Among them are what may be called developmental genes of a second order which appear to control and modulate the units gated by developmental genes of the first order. They act as a veritable kind of “master switch” and have been found to be highly conserved throughout evolution. An example is a member of the pax-gene family that can switch on a whole complex process such as eye formation from insects to vertebrates. Most surprisingly, the homologous gene isolated from the mouse can replace the one present in Drosophila, and when placed in the fruit fly, switch on, not mammalian eye formation, but insect eye formation. Many of these genes or gene families, like the homeobox-family, are thought to be involved in the generation of spatial patterning during embryogenesis as well as in its temporal patterning.
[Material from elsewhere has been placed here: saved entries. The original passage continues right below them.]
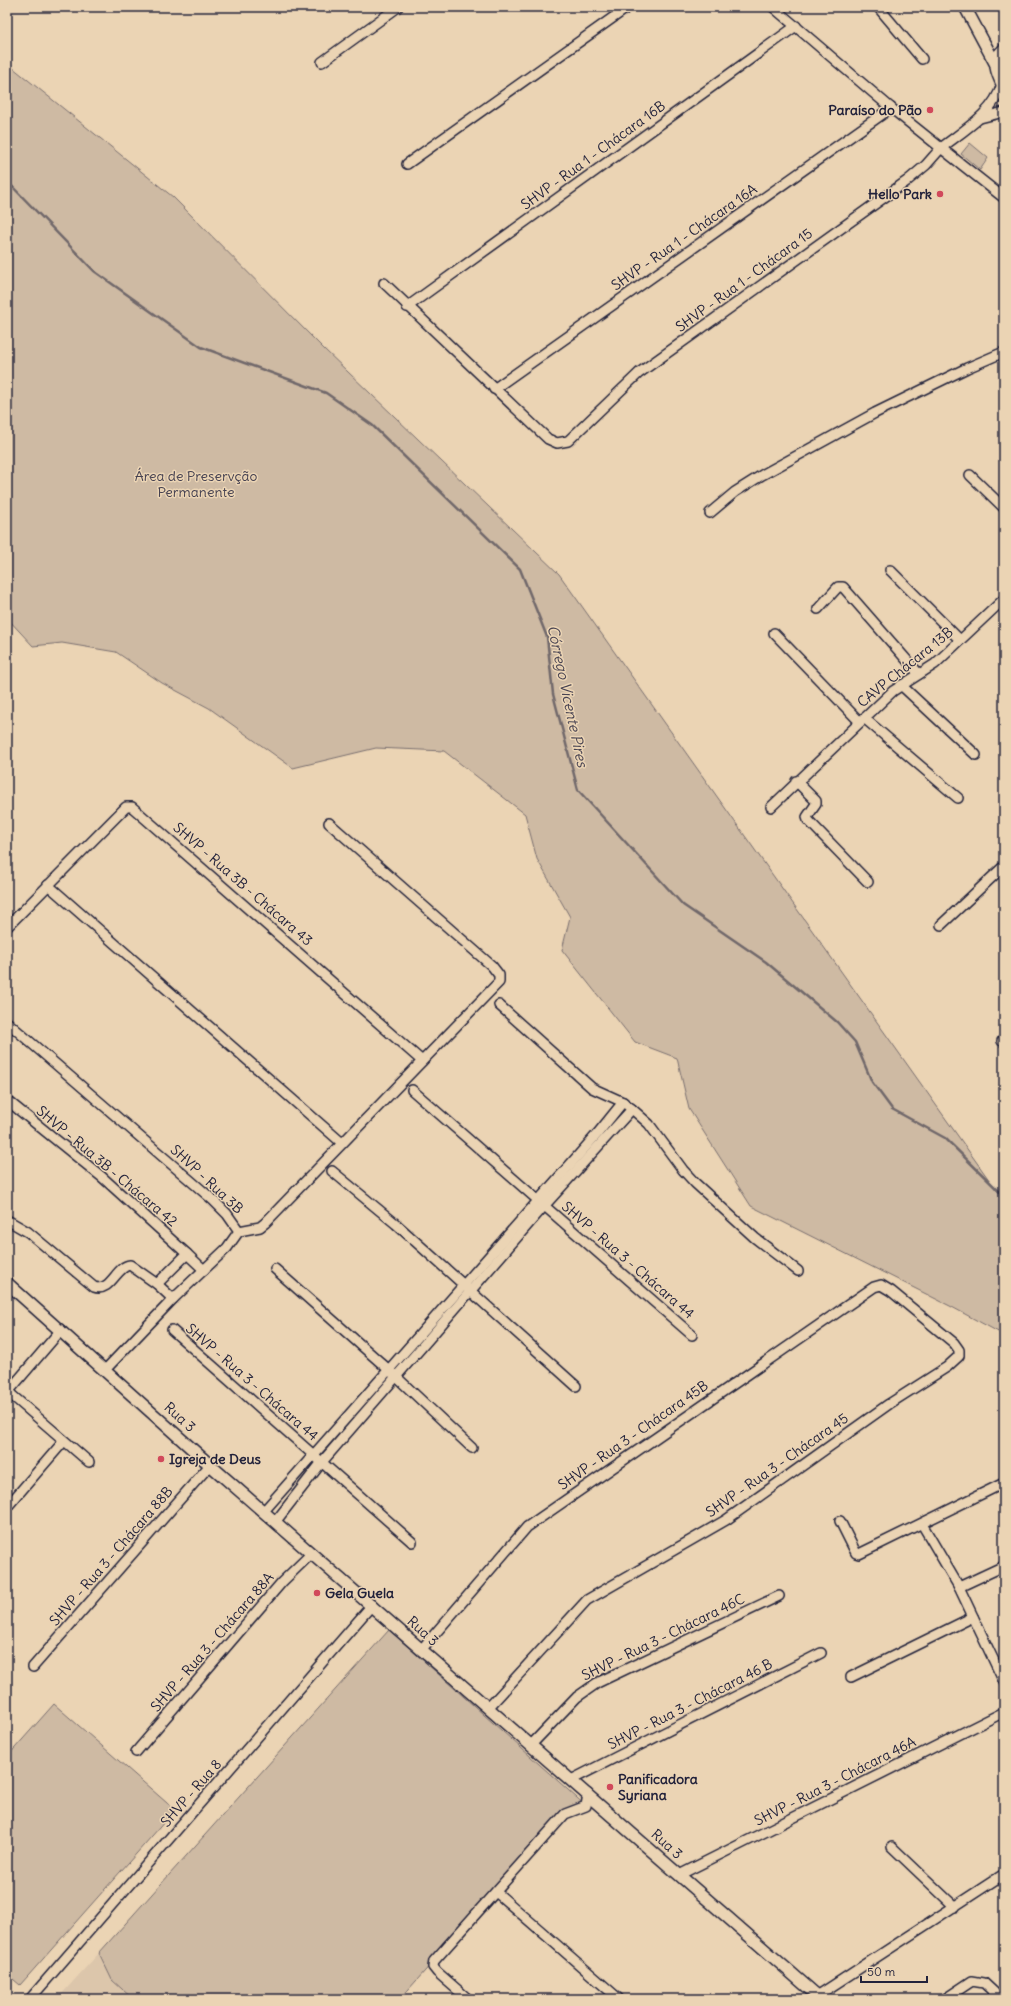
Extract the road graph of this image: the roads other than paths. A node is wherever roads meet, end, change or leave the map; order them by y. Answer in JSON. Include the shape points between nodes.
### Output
{"nodes":[{"id":1,"x":398,"y":7,"type":"edge"},
{"id":2,"x":628,"y":7,"type":"edge"},
{"id":3,"x":773,"y":7,"type":"edge"},
{"id":4,"x":878,"y":7,"type":"edge"},
{"id":5,"x":965,"y":7,"type":"edge"},
{"id":6,"x":796,"y":26,"type":"junction"},
{"id":7,"x":1004,"y":49,"type":"edge"},
{"id":8,"x":922,"y":59,"type":"dead end"},
{"id":9,"x":322,"y":62,"type":"dead end"},
{"id":10,"x":995,"y":63,"type":"junction"},
{"id":11,"x":1003,"y":86,"type":"edge"},
{"id":12,"x":891,"y":108,"type":"junction"},
{"id":13,"x":1004,"y":112,"type":"edge"},
{"id":14,"x":979,"y":118,"type":"junction"},
{"id":15,"x":941,"y":148,"type":"junction"},
{"id":16,"x":407,"y":164,"type":"dead end"},
{"id":17,"x":1004,"y":198,"type":"edge"},
{"id":18,"x":384,"y":283,"type":"dead end"},
{"id":19,"x":407,"y":307,"type":"junction"},
{"id":20,"x":1004,"y":352,"type":"edge"},
{"id":21,"x":494,"y":389,"type":"junction"},
{"id":22,"x":970,"y":475,"type":"dead end"},
{"id":23,"x":1004,"y":508,"type":"edge"},
{"id":24,"x":710,"y":513,"type":"dead end"},
{"id":25,"x":890,"y":570,"type":"dead end"},
{"id":26,"x":1004,"y":599,"type":"edge"},
{"id":27,"x":818,"y":610,"type":"dead end"},
{"id":28,"x":774,"y":633,"type":"dead end"},
{"id":29,"x":960,"y":640,"type":"junction"},
{"id":30,"x":919,"y":674,"type":"junction"},
{"id":31,"x":901,"y":685,"type":"junction"},
{"id":32,"x":862,"y":720,"type":"junction"},
{"id":33,"x":976,"y":755,"type":"dead end"},
{"id":34,"x":796,"y":781,"type":"junction"},
{"id":35,"x":958,"y":798,"type":"dead end"},
{"id":36,"x":771,"y":806,"type":"dead end"},
{"id":37,"x":329,"y":823,"type":"dead end"},
{"id":38,"x":1004,"y":866,"type":"edge"},
{"id":39,"x":868,"y":882,"type":"dead end"},
{"id":40,"x":48,"y":885,"type":"junction"},
{"id":41,"x":941,"y":925,"type":"dead end"},
{"id":42,"x":7,"y":927,"type":"edge"},
{"id":43,"x":498,"y":1005,"type":"dead end"},
{"id":44,"x":7,"y":1022,"type":"edge"},
{"id":45,"x":422,"y":1061,"type":"junction"},
{"id":46,"x":412,"y":1090,"type":"dead end"},
{"id":47,"x":8,"y":1101,"type":"dead end"},
{"id":48,"x":623,"y":1102,"type":"junction"},
{"id":49,"x":632,"y":1109,"type":"junction"},
{"id":50,"x":342,"y":1143,"type":"junction"},
{"id":51,"x":332,"y":1171,"type":"dead end"},
{"id":52,"x":542,"y":1202,"type":"junction"},
{"id":53,"x":7,"y":1220,"type":"edge"},
{"id":54,"x":239,"y":1230,"type":"junction"},
{"id":55,"x":187,"y":1254,"type":"junction"},
{"id":56,"x":204,"y":1270,"type":"junction"},
{"id":57,"x":276,"y":1270,"type":"dead end"},
{"id":58,"x":798,"y":1271,"type":"dead end"},
{"id":59,"x":7,"y":1283,"type":"edge"},
{"id":60,"x":157,"y":1284,"type":"junction"},
{"id":61,"x":464,"y":1285,"type":"junction"},
{"id":62,"x":891,"y":1291,"type":"joint"},
{"id":63,"x":471,"y":1292,"type":"junction"},
{"id":64,"x":173,"y":1299,"type":"junction"},
{"id":65,"x":61,"y":1330,"type":"junction"},
{"id":66,"x":172,"y":1330,"type":"dead end"},
{"id":67,"x":692,"y":1335,"type":"dead end"},
{"id":68,"x":105,"y":1370,"type":"junction"},
{"id":69,"x":389,"y":1370,"type":"junction"},
{"id":70,"x":397,"y":1378,"type":"junction"},
{"id":71,"x":576,"y":1386,"type":"dead end"},
{"id":72,"x":8,"y":1392,"type":"edge"},
{"id":73,"x":64,"y":1441,"type":"junction"},
{"id":74,"x":472,"y":1448,"type":"dead end"},
{"id":75,"x":314,"y":1455,"type":"junction"},
{"id":76,"x":90,"y":1462,"type":"dead end"},
{"id":77,"x":322,"y":1462,"type":"junction"},
{"id":78,"x":210,"y":1464,"type":"junction"},
{"id":79,"x":294,"y":1478,"type":"junction"},
{"id":80,"x":1004,"y":1483,"type":"edge"},
{"id":81,"x":303,"y":1486,"type":"junction"},
{"id":82,"x":7,"y":1507,"type":"edge"},
{"id":83,"x":264,"y":1511,"type":"junction"},
{"id":84,"x":276,"y":1520,"type":"junction"},
{"id":85,"x":840,"y":1521,"type":"dead end"},
{"id":86,"x":922,"y":1524,"type":"junction"},
{"id":87,"x":412,"y":1542,"type":"dead end"},
{"id":88,"x":312,"y":1553,"type":"junction"},
{"id":89,"x":1004,"y":1566,"type":"edge"},
{"id":90,"x":959,"y":1587,"type":"junction"},
{"id":91,"x":778,"y":1596,"type":"dead end"},
{"id":92,"x":372,"y":1605,"type":"junction"},
{"id":93,"x":973,"y":1617,"type":"junction"},
{"id":94,"x":421,"y":1650,"type":"junction"},
{"id":95,"x":821,"y":1653,"type":"dead end"},
{"id":96,"x":32,"y":1667,"type":"dead end"},
{"id":97,"x":851,"y":1677,"type":"dead end"},
{"id":98,"x":1004,"y":1682,"type":"edge"},
{"id":99,"x":489,"y":1708,"type":"junction"},
{"id":100,"x":1004,"y":1712,"type":"edge"},
{"id":101,"x":531,"y":1745,"type":"junction"},
{"id":102,"x":136,"y":1752,"type":"dead end"},
{"id":103,"x":571,"y":1780,"type":"junction"},
{"id":104,"x":588,"y":1794,"type":"junction"},
{"id":105,"x":892,"y":1847,"type":"dead end"},
{"id":106,"x":1004,"y":1874,"type":"edge"},
{"id":107,"x":679,"y":1875,"type":"junction"},
{"id":108,"x":496,"y":1892,"type":"junction"},
{"id":109,"x":955,"y":1907,"type":"junction"},
{"id":110,"x":1004,"y":1996,"type":"edge"},
{"id":111,"x":819,"y":1997,"type":"edge"},
{"id":112,"x":30,"y":1999,"type":"edge"},
{"id":113,"x":468,"y":1999,"type":"edge"},
{"id":114,"x":619,"y":1999,"type":"edge"},
{"id":115,"x":945,"y":1999,"type":"edge"}],
"edges":[{"from":1,"to":9,"type":"street"},
{"from":2,"to":16,"type":"street"},
{"from":3,"to":6,"type":"street"},
{"from":4,"to":8,"type":"street"},
{"from":5,"to":10,"type":"main road"},
{"from":6,"to":12,"type":"street"},
{"from":6,"to":19,"type":"street","name":"SHVP - Rua 1 - Chácara 16B"},
{"from":7,"to":10,"type":"main road","via":[[997,56]]},
{"from":10,"to":11,"type":"main road"},
{"from":11,"to":14,"type":"street","name":"SHVP - Rua 1 - Chácara 15","via":[[996,100]]},
{"from":12,"to":15,"type":"street"},
{"from":12,"to":21,"type":"street","name":"SHVP - Rua 1 - Chácara 16A"},
{"from":13,"to":14,"type":"street"},
{"from":14,"to":15,"type":"street","name":"SHVP - Rua 1 - Chácara 15"},
{"from":15,"to":17,"type":"street"},
{"from":15,"to":21,"type":"street","name":"SHVP - Rua 1 - Chácara 15","via":[[907,181],[639,373],[568,441],[557,443],[548,439]]},
{"from":18,"to":19,"type":"street"},
{"from":19,"to":21,"type":"street"},
{"from":20,"to":24,"type":"street","via":[[875,413],[762,475],[735,492]]},
{"from":22,"to":23,"type":"street"},
{"from":25,"to":29,"type":"street"},
{"from":26,"to":29,"type":"street","name":"CAVP Chácara 13B"},
{"from":27,"to":30,"type":"street","via":[[838,587],[845,589]]},
{"from":28,"to":32,"type":"street"},
{"from":29,"to":30,"type":"street","name":"CAVP Chácara 13B","via":[[935,664]]},
{"from":30,"to":31,"type":"street","name":"CAVP Chácara 13B"},
{"from":31,"to":32,"type":"street","name":"CAVP Chácara 13B"},
{"from":31,"to":33,"type":"street"},
{"from":32,"to":34,"type":"street","name":"CAVP Chácara 13B"},
{"from":32,"to":35,"type":"street"},
{"from":34,"to":36,"type":"street","name":"CAVP Chácara 13B"},
{"from":34,"to":39,"type":"street","via":[[816,801],[807,817],[808,820]]},
{"from":37,"to":45,"type":"street","via":[[492,966],[499,975],[496,987]]},
{"from":38,"to":41,"type":"street"},
{"from":40,"to":42,"type":"street","name":"SHVP - Rua 3B - Chácara 43"},
{"from":40,"to":45,"type":"street","name":"SHVP - Rua 3B - Chácara 43","via":[[126,807],[135,808]]},
{"from":40,"to":50,"type":"street"},
{"from":43,"to":48,"type":"street","via":[[592,1088]]},
{"from":44,"to":54,"type":"street","name":"SHVP - Rua 3B","via":[[213,1200]]},
{"from":45,"to":50,"type":"street"},
{"from":46,"to":52,"type":"street","name":"SHVP - Rua 3 - Chácara 44"},
{"from":47,"to":55,"type":"street","name":"SHVP - Rua 3B - Chácara 42","via":[[102,1177]]},
{"from":48,"to":49,"type":"street"},
{"from":48,"to":52,"type":"street","name":"SHVP - Rua 3 - Chácara 44"},
{"from":49,"to":52,"type":"street","name":"SHVP - Rua 3 - Chácara 44"},
{"from":49,"to":58,"type":"street","via":[[649,1124],[695,1183],[755,1238]]},
{"from":50,"to":54,"type":"street","via":[[265,1224]]},
{"from":51,"to":61,"type":"street"},
{"from":52,"to":61,"type":"street","name":"SHVP - Rua 3 - Chácara 44"},
{"from":52,"to":63,"type":"street","name":"SHVP - Rua 3 - Chácara 44"},
{"from":52,"to":67,"type":"street","name":"SHVP - Rua 3 - Chácara 44"},
{"from":53,"to":60,"type":"street","via":[[28,1232],[94,1287],[105,1286],[127,1265],[134,1266]]},
{"from":54,"to":56,"type":"street","name":"SHVP - Rua 3B","via":[[227,1248]]},
{"from":55,"to":56,"type":"street","name":"SHVP - Rua 3B - Chácara 42"},
{"from":55,"to":60,"type":"street"},
{"from":56,"to":64,"type":"street","name":"SHVP - Rua 3B"},
{"from":57,"to":69,"type":"street"},
{"from":59,"to":65,"type":"main road","name":"Rua 3"},
{"from":60,"to":64,"type":"street"},
{"from":61,"to":63,"type":"street"},
{"from":61,"to":69,"type":"street","name":"SHVP - Rua 3 - Chácara 44"},
{"from":62,"to":94,"type":"street","name":"SHVP - Rua 3 - Chácara 45B","via":[[881,1285],[874,1287],[539,1518],[521,1532]]},
{"from":62,"to":99,"type":"street","name":"SHVP - Rua 3 - Chácara 45","via":[[954,1343],[959,1350],[956,1361],[889,1404],[726,1520],[587,1600]]},
{"from":63,"to":70,"type":"street","name":"SHVP - Rua 3 - Chácara 44"},
{"from":63,"to":71,"type":"street"},
{"from":64,"to":68,"type":"street","name":"SHVP - Rua 3B"},
{"from":65,"to":68,"type":"main road","name":"Rua 3"},
{"from":65,"to":72,"type":"street"},
{"from":66,"to":75,"type":"street","name":"SHVP - Rua 3 - Chácara 44"},
{"from":68,"to":78,"type":"main road","name":"Rua 3"},
{"from":69,"to":70,"type":"street"},
{"from":69,"to":75,"type":"street","name":"SHVP - Rua 3 - Chácara 44"},
{"from":70,"to":74,"type":"street"},
{"from":70,"to":77,"type":"street","name":"SHVP - Rua 3 - Chácara 44"},
{"from":72,"to":73,"type":"street"},
{"from":73,"to":76,"type":"street"},
{"from":73,"to":82,"type":"street"},
{"from":75,"to":77,"type":"street","name":"SHVP - Rua 3 - Chácara 44"},
{"from":75,"to":79,"type":"street","name":"SHVP - Rua 3 - Chácara 44"},
{"from":77,"to":81,"type":"street","name":"SHVP - Rua 3 - Chácara 44"},
{"from":77,"to":87,"type":"street","name":"SHVP - Rua 3 - Chácara 44"},
{"from":78,"to":83,"type":"main road","name":"Rua 3"},
{"from":78,"to":96,"type":"street","name":"SHVP - Rua 3 - Chácara 88B"},
{"from":79,"to":81,"type":"street"},
{"from":79,"to":83,"type":"street","name":"SHVP - Rua 3 - Chácara 44"},
{"from":80,"to":86,"type":"street"},
{"from":81,"to":84,"type":"street","name":"SHVP - Rua 3 - Chácara 44"},
{"from":83,"to":84,"type":"main road","name":"Rua 3"},
{"from":84,"to":88,"type":"main road","name":"Rua 3"},
{"from":85,"to":86,"type":"street","via":[[856,1553],[859,1554]]},
{"from":86,"to":90,"type":"street"},
{"from":88,"to":92,"type":"main road","name":"Rua 3"},
{"from":88,"to":102,"type":"street","name":"SHVP - Rua 3 - Chácara 88A","via":[[282,1582]]},
{"from":89,"to":90,"type":"street"},
{"from":90,"to":93,"type":"street"},
{"from":91,"to":101,"type":"street","name":"SHVP - Rua 3 - Chácara 46C","via":[[592,1686],[577,1696]]},
{"from":92,"to":94,"type":"main road","name":"Rua 3"},
{"from":92,"to":112,"type":"street","name":"SHVP - Rua 8"},
{"from":93,"to":97,"type":"street"},
{"from":93,"to":98,"type":"street"},
{"from":94,"to":99,"type":"main road","name":"Rua 3"},
{"from":95,"to":103,"type":"street","name":"SHVP - Rua 3 - Chácara 46 B"},
{"from":99,"to":101,"type":"main road","name":"Rua 3"},
{"from":100,"to":107,"type":"street","name":"SHVP - Rua 3 - Chácara 46A"},
{"from":101,"to":103,"type":"main road","name":"Rua 3"},
{"from":103,"to":104,"type":"main road","name":"Rua 3"},
{"from":104,"to":107,"type":"main road","name":"Rua 3"},
{"from":104,"to":108,"type":"street","via":[[586,1806],[565,1814]]},
{"from":105,"to":109,"type":"street"},
{"from":106,"to":109,"type":"street"},
{"from":107,"to":111,"type":"main road","name":"Rua 3"},
{"from":108,"to":113,"type":"street","via":[[434,1961],[433,1967],[437,1972]]},
{"from":108,"to":114,"type":"street"},
{"from":109,"to":111,"type":"street"},
{"from":110,"to":115,"type":"street","via":[[999,1997],[984,1983],[972,1981]]}]}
Morange (2000b) distinguishes two central “hard facts” that can be retained from this actually highly fluid and contested research field. The first is that the regulatory genes appear to play a central role in development as judged from the often drastic effects resulting from their inactivation. And second, it appears that not only particular homeotic genes have been highly conserved between distantly related organisms, but that they tend to come in complexes which have themselves been structurally conserved throughout evolution, thus once more testifying to genomic higher order-structures. Another class of such highly conserved genes and gene complexes is involved in the formation of components of pathways that bring about intracellular and cell-to-cell signaling. These processes are of obvious importance for cellular differentiation and for embryonic development of multi-cellular organisms.
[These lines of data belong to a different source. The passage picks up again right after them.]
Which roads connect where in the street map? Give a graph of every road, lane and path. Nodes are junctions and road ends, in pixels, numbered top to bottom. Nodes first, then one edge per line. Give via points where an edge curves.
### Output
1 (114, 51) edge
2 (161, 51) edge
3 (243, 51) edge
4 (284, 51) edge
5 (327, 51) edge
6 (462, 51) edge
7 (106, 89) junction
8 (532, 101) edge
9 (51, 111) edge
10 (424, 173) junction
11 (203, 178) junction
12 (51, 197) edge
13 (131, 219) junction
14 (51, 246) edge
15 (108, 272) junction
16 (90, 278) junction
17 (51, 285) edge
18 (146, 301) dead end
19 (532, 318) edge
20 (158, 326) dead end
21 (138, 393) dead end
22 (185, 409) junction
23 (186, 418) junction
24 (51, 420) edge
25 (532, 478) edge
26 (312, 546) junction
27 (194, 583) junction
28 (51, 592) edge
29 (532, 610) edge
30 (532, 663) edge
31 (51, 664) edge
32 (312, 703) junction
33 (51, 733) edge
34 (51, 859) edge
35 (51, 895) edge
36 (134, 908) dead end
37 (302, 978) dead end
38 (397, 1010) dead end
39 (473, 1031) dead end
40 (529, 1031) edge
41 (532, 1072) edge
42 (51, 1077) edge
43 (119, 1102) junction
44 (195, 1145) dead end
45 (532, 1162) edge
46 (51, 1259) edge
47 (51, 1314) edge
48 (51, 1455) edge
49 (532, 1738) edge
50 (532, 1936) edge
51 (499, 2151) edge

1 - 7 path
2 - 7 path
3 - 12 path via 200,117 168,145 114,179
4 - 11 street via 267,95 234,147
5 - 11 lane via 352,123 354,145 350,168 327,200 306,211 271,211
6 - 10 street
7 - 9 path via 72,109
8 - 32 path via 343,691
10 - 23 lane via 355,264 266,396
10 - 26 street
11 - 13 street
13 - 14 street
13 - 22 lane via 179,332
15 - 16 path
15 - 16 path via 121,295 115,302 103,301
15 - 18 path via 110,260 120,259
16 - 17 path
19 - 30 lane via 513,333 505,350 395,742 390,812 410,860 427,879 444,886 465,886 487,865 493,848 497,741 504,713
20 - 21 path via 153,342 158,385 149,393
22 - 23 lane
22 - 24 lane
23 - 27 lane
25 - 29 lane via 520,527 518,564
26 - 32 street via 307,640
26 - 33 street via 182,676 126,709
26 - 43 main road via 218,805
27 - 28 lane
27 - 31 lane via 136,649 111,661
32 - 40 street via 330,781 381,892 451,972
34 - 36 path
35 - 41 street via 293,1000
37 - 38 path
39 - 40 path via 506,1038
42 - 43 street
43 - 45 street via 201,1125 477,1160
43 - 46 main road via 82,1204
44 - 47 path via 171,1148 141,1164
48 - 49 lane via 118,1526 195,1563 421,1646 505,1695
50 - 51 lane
One of the big surprises of the extensive use of the technology of targeted gene knockout has been that genes thought to be indispensable for a particular function, when knocked out, did not alter or at least did not significantly alter the organisms performance. This made developmental molecular biologists aware that the networks of development appear to be largely redundant, and that certain parts can compensate for eventually missing parts (Mitchell 2009, Ch. 4). These networks are obviously highly buffered and thus robust to a considerable extent with respect to changing external and internal conditions. Gene products are of course involved in these networks and their complex functions, but these functions are by no means defined by the genes alone.


Another result, coming from embryonic gene expression studies with recently developed chip technologies, was that one and the same gene product can be expressed at different stages of development and in different tissues, and that it can be implicated in quite different metabolic and cellular functions. Again, this multi-functionality of genes may help to rethink what genetic and biological determination means (see also the discussion of biological determinism in the entry on feminist philosophy of biology).


These recent results seriously call into question the further applicability of straightforward “gene-for” talk. The discovery of developmental genes throws light on the way in which the genome as a whole is organized as a dynamic, modular, and robust entity. Unlike the pieces of DNA with a determinate function as originally envisioned by molecular genetics, developmental genes appear as highly conserved in evolution, yet highly variable and redundant in function. They rather look like molecular building blocks with which evolution tinkers in constructing organisms—or with which organisms tinker in evolving. In recent years, evolutionary theories have come to acknowledge this active role of the organism in making use of, and even shaping highly conserved genetic mechanisms (West-Eberhard 2003; Kirschner & Gerhart 2005).